Transcribe, word for word and with nothing extra, the line containing "pinky mcp: (698, 982)" and each line that comes after it in the entries.

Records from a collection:

───

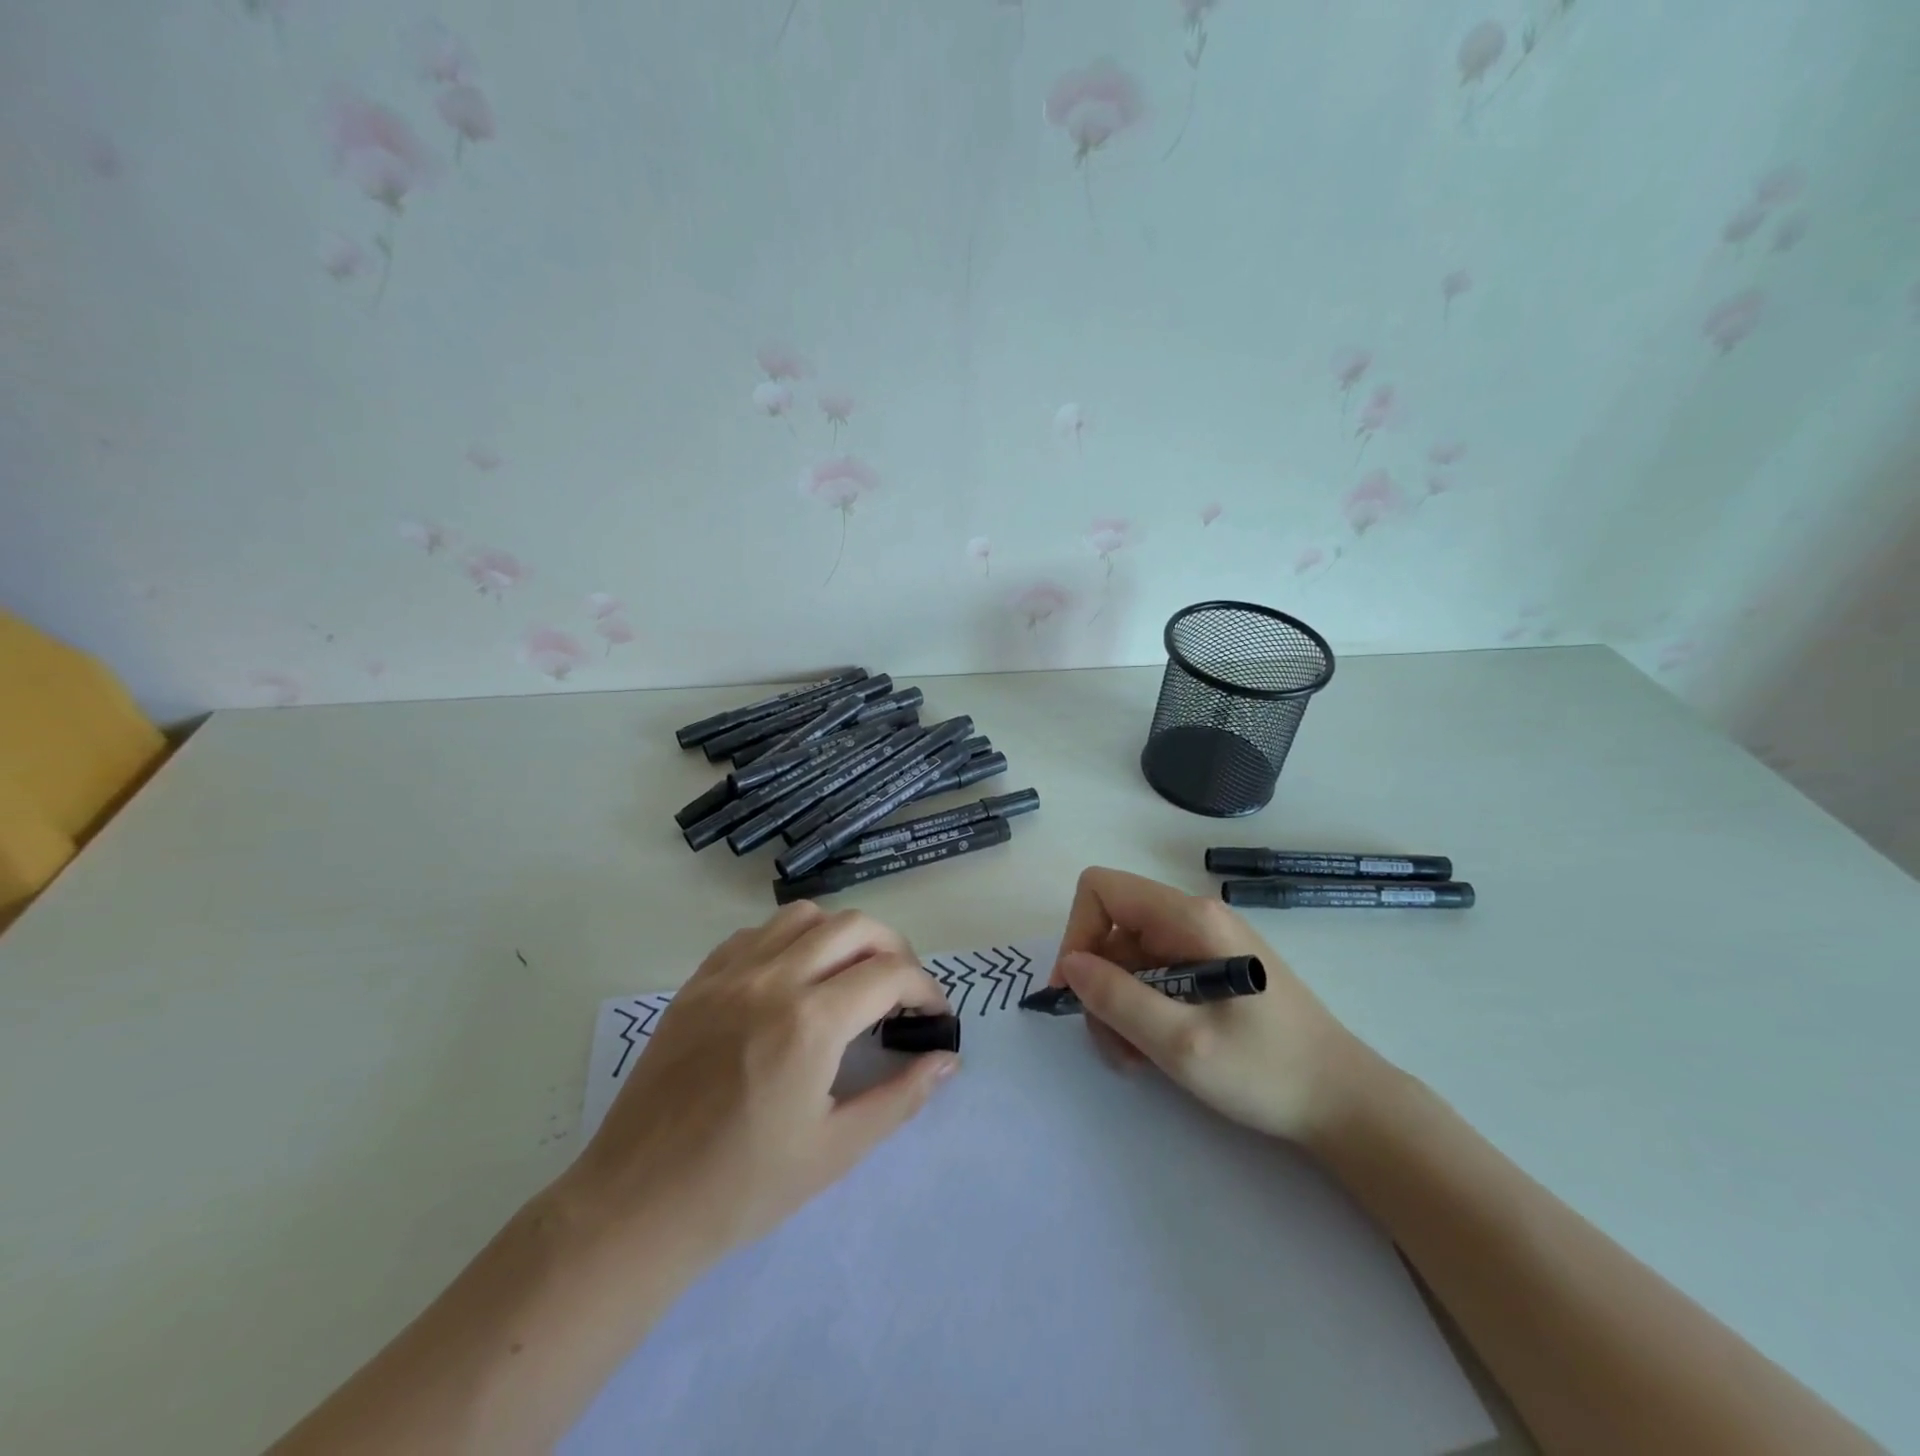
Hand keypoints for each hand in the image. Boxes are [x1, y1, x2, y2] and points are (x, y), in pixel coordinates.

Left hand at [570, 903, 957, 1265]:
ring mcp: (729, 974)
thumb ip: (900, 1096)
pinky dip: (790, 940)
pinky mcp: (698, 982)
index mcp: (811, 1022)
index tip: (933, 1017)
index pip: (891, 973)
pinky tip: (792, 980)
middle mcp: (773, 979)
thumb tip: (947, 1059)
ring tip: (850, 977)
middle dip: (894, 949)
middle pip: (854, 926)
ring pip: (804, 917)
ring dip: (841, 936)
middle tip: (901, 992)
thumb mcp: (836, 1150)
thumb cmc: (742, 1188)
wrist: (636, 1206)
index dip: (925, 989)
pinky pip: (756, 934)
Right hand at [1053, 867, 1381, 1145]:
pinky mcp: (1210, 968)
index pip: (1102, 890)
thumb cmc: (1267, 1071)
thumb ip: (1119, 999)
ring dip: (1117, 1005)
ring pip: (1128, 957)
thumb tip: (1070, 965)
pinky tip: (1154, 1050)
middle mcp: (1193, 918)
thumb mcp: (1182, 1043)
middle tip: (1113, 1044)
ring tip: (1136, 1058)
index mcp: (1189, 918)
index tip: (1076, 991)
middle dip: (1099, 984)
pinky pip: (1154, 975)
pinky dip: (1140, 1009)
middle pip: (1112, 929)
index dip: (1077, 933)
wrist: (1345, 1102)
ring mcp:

───

Response to the task.
pinky mcp: (698, 982)
index mcp: (811, 1022)
index tip: (933, 1017)
index pip: (891, 973)
pinky tip: (792, 980)
middle mcp: (773, 979)
thumb tip: (947, 1059)
ring tip: (850, 977)
middle dip: (894, 949)
middle pip: (854, 926)
ring pip: (804, 917)
ring dip: (841, 936)
middle tip: (901, 992)
thumb mcp: (836, 1150)
thumb cmc: (742, 1188)
wrist: (636, 1206)
index dip: (925, 989)
pinky pip: (756, 934)
Right hand at [1053, 867, 1381, 1145]:
pinky mcp: (1210, 968)
index pip: (1102, 890)
thumb cmc: (1267, 1071)
thumb ip: (1119, 999)
ring dip: (1117, 1005)
ring pip: (1128, 957)
thumb tip: (1070, 965)
pinky tip: (1154, 1050)
middle mcp: (1193, 918)
thumb mcp: (1182, 1043)
middle tip: (1113, 1044)
ring tip: (1136, 1058)
index mcp: (1189, 918)
index tip: (1076, 991)
middle dip: (1099, 984)
pinky pip: (1154, 975)
pinky dip: (1140, 1009)
middle pip: (1112, 929)
index dip: (1077, 933)
wrist: (1345, 1102)
ring mcp:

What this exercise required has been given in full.